I know, I'm preaching to the choir.
Re:I wonder if he's played it. (Score:2)
Are you kidding? I suspect the article was paid for by Take Two to raise buzz about the game. Nothing sells like controversy.
There's two publications that still seem to get a lot of press that even a media eclecticist (is that a word?) like myself can dismiss out of hand: The Register, and the New York Post. Seriously, they're rags.
Re:I wonder if he's played it. (Score:5, Insightful)
I guess the real problem I have is that people seem to thing that by censoring the game that we'll get rid of violence between racial groups, etc. It's like saying movies that depict racially motivated violence should be censored. Our country will be in a sad state if that ever happens.
Actually the sad thing is a major point of the game is how stupid and pointless gang and interracial violence is. In other words, it was meant to parody a real life problem and potentially could prevent such violence by waking people up to this fact. The main character is continually dragged into the middle of these conflicts but does not start them. By staying above these conflicts and befriending both sides the main character comes out on top after fighting off the myriad gangs trying to kill him.

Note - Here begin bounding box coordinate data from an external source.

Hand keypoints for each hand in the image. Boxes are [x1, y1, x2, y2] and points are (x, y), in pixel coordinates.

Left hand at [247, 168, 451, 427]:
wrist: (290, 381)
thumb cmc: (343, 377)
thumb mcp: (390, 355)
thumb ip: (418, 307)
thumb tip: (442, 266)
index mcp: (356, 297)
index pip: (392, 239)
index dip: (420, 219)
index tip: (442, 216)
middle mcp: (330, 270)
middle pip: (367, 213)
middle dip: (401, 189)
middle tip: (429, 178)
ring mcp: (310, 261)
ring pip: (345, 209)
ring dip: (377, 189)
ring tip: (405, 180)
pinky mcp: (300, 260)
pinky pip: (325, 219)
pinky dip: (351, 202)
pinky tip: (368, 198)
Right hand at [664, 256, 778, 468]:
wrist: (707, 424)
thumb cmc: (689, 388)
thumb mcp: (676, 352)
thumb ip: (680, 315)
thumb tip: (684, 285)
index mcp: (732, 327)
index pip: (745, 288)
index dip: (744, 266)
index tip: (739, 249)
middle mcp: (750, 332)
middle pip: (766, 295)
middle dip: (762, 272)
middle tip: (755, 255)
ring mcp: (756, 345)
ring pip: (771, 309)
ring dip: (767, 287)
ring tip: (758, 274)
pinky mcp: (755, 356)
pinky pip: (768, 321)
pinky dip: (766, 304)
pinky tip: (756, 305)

A major component of the game as well is the fact that gangs tend to take advantage of ethnic tensions and rivalries. The game features the sicilian mafia, southern US biker gangs, haitian and cuban gangs as well as the colombian cartels. There are various other nondescript gangs which appear to be ethnically segregated as well. The offending line "kill the haitians" is uttered by the cubano gangsters on their way to avenge deaths by haitian gangsters who have sworn "I will destroy the cubans." The whole game reads as a commentary and a parody of US gang violence and the underlying societal problems behind it.

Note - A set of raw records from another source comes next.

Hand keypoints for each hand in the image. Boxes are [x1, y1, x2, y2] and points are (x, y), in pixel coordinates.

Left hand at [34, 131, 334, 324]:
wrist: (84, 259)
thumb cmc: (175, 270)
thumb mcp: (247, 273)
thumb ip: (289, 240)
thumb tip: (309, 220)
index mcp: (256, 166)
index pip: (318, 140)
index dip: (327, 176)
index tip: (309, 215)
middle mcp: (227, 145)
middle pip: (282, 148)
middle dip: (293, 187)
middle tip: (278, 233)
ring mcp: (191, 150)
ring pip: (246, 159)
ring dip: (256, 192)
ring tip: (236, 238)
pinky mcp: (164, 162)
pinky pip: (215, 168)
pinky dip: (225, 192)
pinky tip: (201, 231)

Re:I wonder if he's played it. (Score:2)
Ugh. I'm so fucking sick of this gaming is destroying society bullshit. And films. And music.
read, laugh, move on (Score:5, Interesting)
The letter I wrote him (Score:5, Insightful)
Re:The letter I wrote him (Score:2, Insightful)
Re:The letter I wrote him (Score:5, Insightful)
Re:The letter I wrote him (Score:3, Insightful)
As much as I like GTA... (Score:5, Insightful)
Here in Canada there was a court case finding that kiddie porn art (i.e. no kids were harmed, these were drawings and paintings) were found to be illegal and so the same laws applied to these paintings.
Taking this one step further like the author suggests, I can envision some wacky japanese game where you get to play a sexual predator. The goal of the game is to prey on women and neighbourhood children. Getting extra points for doing things like luring kids with candy or the promise of toys, and performing date rapes on unsuspecting college girls.
I'm pretty sure a game like the one I described above would not be allowed to be sold in Canada. The majority of society would disapprove of this type of video game. I, myself find it very disturbing.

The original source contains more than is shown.